En troisième lieu, le gouvernement français se déclare
favorable à des taux de changes fixes et, en particulier, à des
taux de change fixes entre les pays membres de la Communauté
européenne.
M. Pompidou, dès la Conférence de La Haye, a posé
l'unité économique et monétaire en tant qu'étape
prochaine de l'édification européenne.
Face aux décisions américaines du mois d'août 1971, les
membres de la Communauté
européenne ont agi en ordre dispersé, incapables
d'adopter une attitude commune.
La tentative nouvelle d'unité monétaire s'est traduite par la
réduction des marges de fluctuation entre les monnaies des Six.

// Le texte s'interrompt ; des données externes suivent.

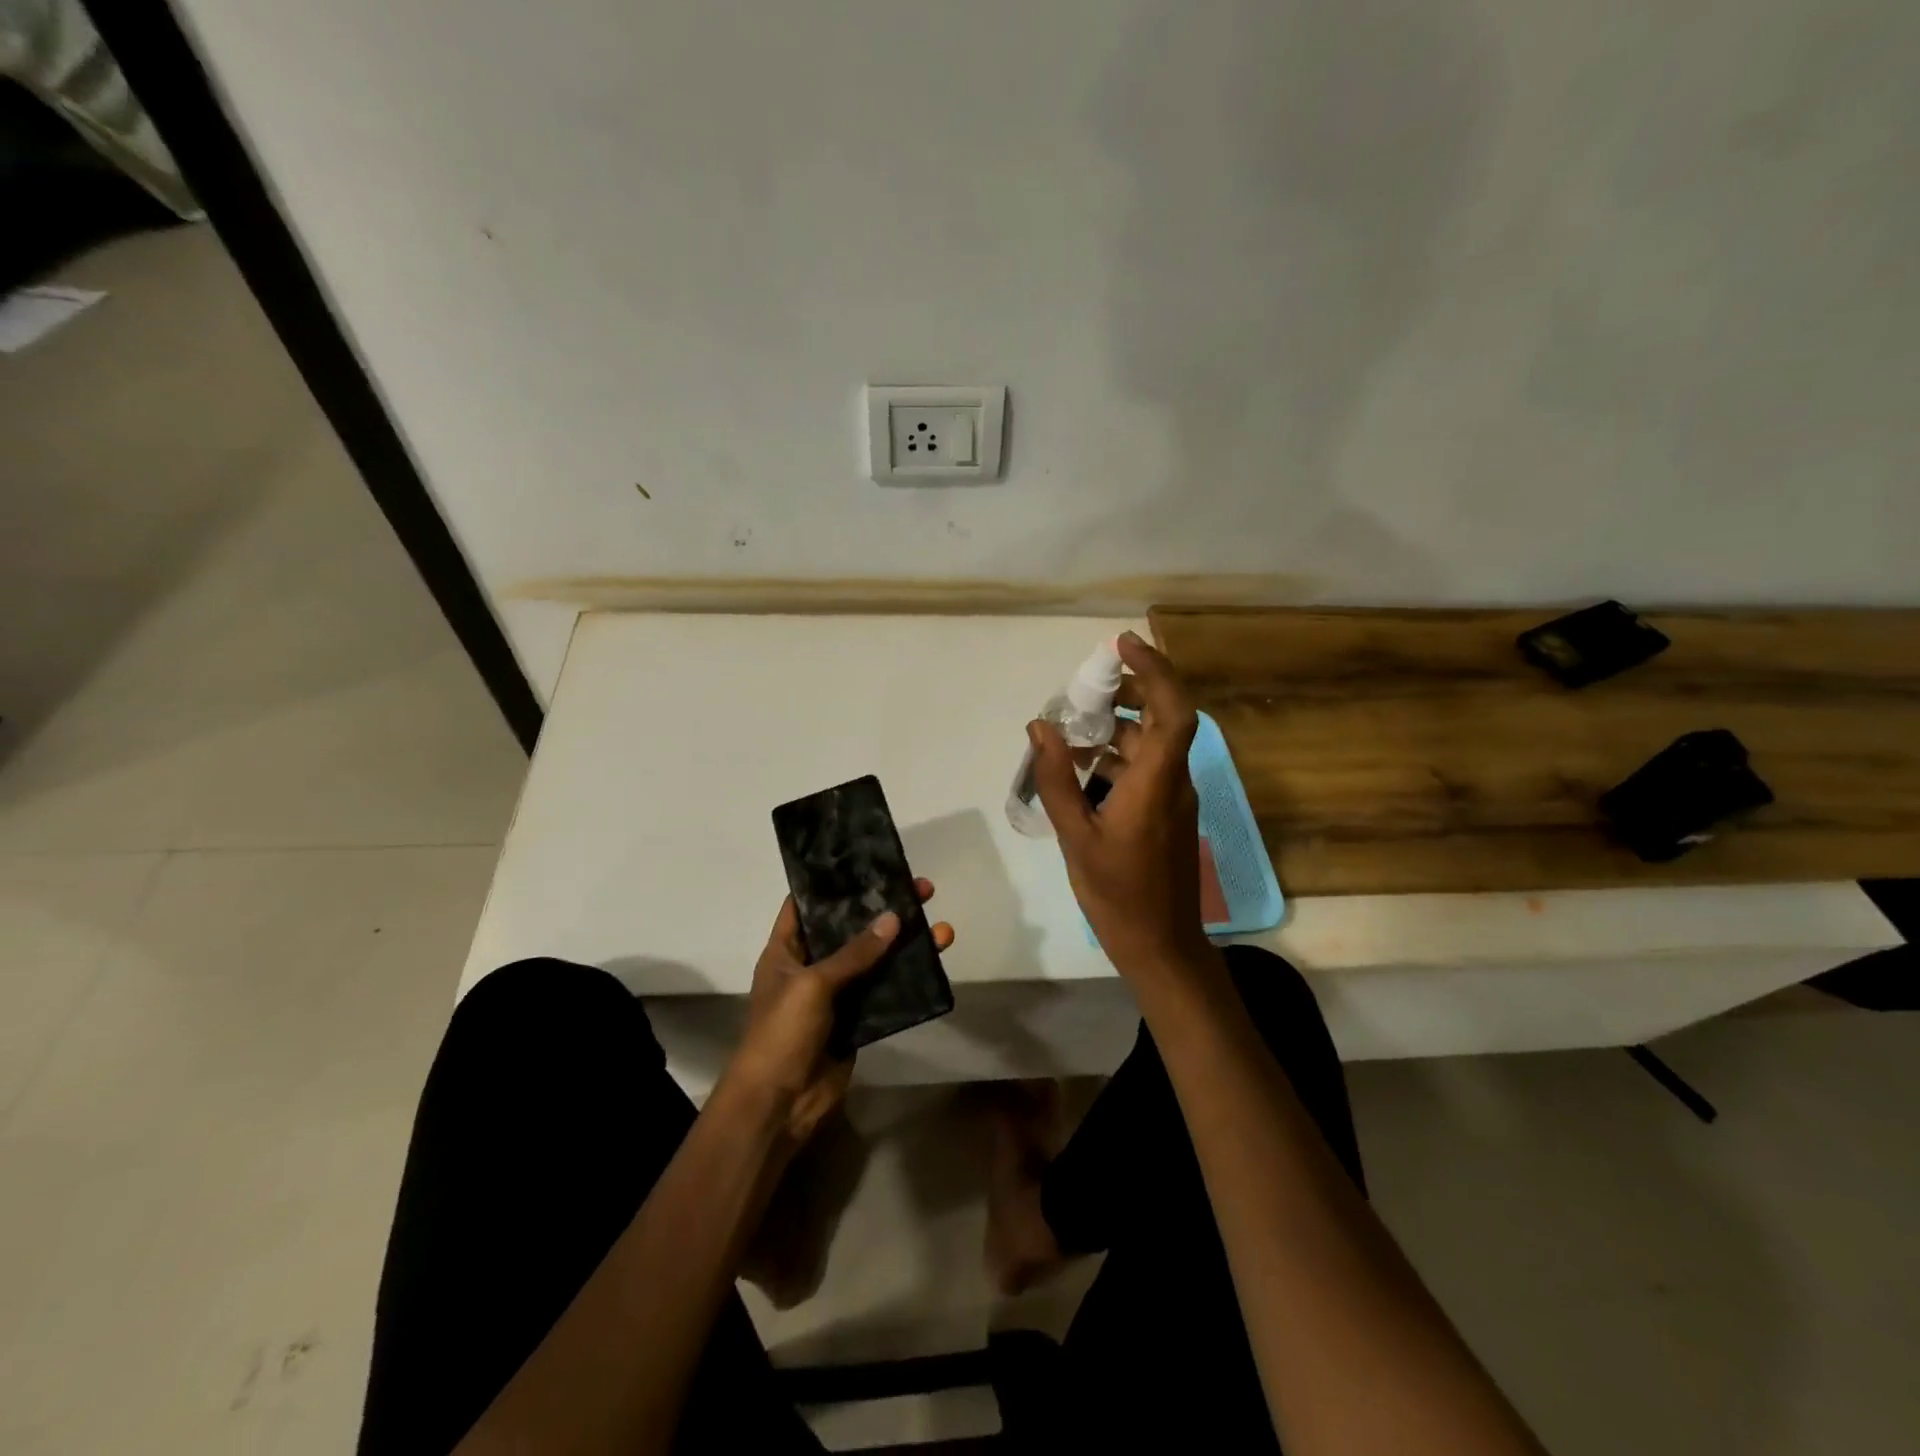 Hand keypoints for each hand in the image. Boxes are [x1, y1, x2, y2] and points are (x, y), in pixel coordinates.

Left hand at [726, 883, 954, 1146]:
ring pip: (875, 961)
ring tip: (940, 927)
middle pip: (851, 929)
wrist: (779, 1106)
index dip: (832, 883)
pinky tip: (934, 963)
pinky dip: (907, 979)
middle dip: (884, 910)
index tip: (865, 862)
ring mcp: (836, 995)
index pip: (806, 904)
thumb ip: (854, 953)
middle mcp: (812, 966)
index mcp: (786, 950)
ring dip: (905, 945)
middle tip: (920, 889)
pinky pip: (885, 993)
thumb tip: (893, 918)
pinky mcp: (857, 1021)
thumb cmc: (781, 1034)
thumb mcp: (813, 985)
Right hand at [1029, 631, 1213, 978]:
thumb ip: (1057, 779)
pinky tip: (1082, 769)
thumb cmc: (1118, 893)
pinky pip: (1146, 768)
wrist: (1159, 944)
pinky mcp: (1167, 814)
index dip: (1154, 670)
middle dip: (1128, 691)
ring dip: (1116, 727)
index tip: (1122, 645)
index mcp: (1157, 782)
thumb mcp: (1076, 836)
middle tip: (1086, 687)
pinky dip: (1117, 757)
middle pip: (1162, 718)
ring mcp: (1174, 798)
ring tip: (1071, 728)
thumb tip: (1041, 727)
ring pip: (1151, 744)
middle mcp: (1174, 781)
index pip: (1172, 709) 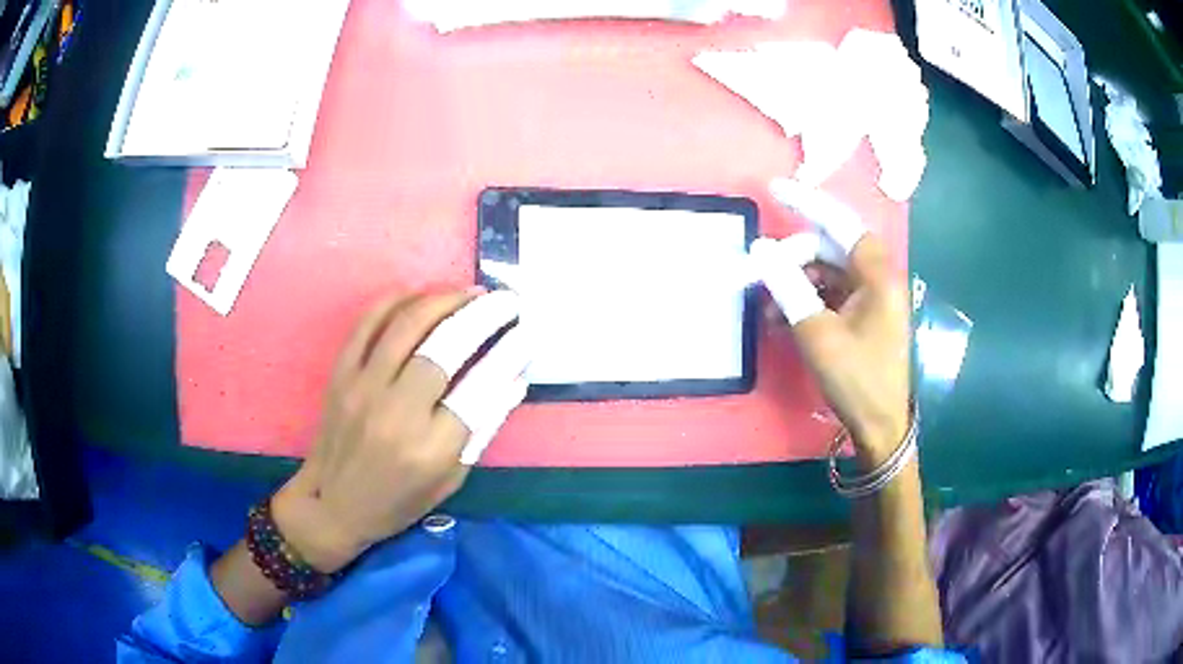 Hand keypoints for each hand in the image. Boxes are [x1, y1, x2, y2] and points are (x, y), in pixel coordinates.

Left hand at [271, 289, 529, 571]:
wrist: (332, 503)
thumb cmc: (397, 500)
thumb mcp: (451, 479)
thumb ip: (483, 428)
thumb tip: (514, 379)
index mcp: (431, 449)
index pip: (481, 388)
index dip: (510, 354)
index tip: (527, 333)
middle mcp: (397, 413)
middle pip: (446, 347)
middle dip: (483, 316)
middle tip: (506, 301)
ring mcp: (363, 387)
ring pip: (407, 324)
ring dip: (444, 300)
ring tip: (470, 293)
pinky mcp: (340, 373)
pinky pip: (368, 321)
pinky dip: (398, 300)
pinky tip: (422, 296)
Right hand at [753, 178, 908, 466]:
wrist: (880, 426)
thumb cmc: (856, 379)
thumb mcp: (817, 333)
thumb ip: (788, 286)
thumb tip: (760, 249)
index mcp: (877, 275)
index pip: (840, 223)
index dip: (807, 203)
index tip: (774, 189)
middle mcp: (877, 278)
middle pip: (830, 248)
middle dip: (793, 258)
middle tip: (759, 275)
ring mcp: (871, 298)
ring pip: (827, 272)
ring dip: (795, 282)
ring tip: (767, 307)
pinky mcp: (863, 316)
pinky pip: (830, 294)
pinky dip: (806, 300)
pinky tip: (782, 319) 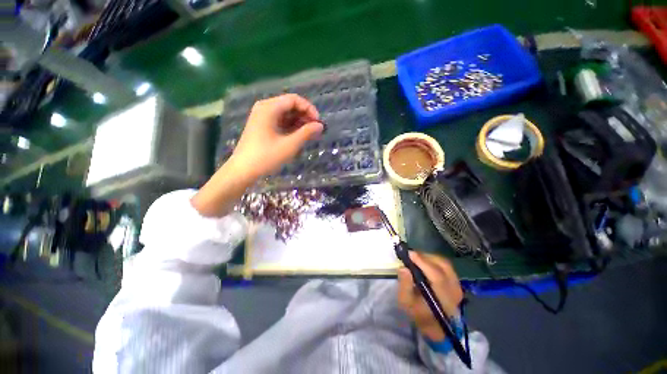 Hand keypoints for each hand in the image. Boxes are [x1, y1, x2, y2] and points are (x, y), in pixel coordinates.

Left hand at [230, 94, 322, 178]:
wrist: (243, 170)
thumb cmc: (266, 156)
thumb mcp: (290, 145)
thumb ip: (306, 133)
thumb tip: (320, 125)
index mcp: (269, 108)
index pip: (294, 100)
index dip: (309, 109)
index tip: (318, 123)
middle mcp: (264, 107)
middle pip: (289, 105)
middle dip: (304, 116)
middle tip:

La flottaison de la livre, avant même l'entrée de la
Grande-Bretagne dans le Marché commun, illustre les obstacles auxquels
se heurtera inévitablement l'entreprise.
La question qui se pose au gouvernement français pour le choix d'une
stratégie se dégage, me semble-t-il, du rapprochement de ces
trois objectifs :
- le gouvernement français a-t-il une chance d'éliminer les
deux conséquences fâcheuses de l'étalon- dollar en
prenant la tête de l'action européenne en vue de l'unification
monétaire de la Communauté, en vue de la création d'une
zone monétaire européenne ?
- Cette zone monétaire parviendrait- elle à l'autonomie face
à la zone dollar?
- Serait-elle capable d'enlever aux Etats-Unis ce qui nous paraît un
privilège exorbitant, à savoir le droit de remplir la fonction
bancaire au niveau international ?
Je souhaiterais donner une réponse positive à ces
interrogations.
Malheureusement, l'expérience de ces dernières années
m'incline au scepticisme.
Je consens que les banques centrales européennes pourraient, si elles
en avaient le ferme propos ne pas recourir, en toute occasion, au dollar et
multiplier les communications directes entre monnaies européennes.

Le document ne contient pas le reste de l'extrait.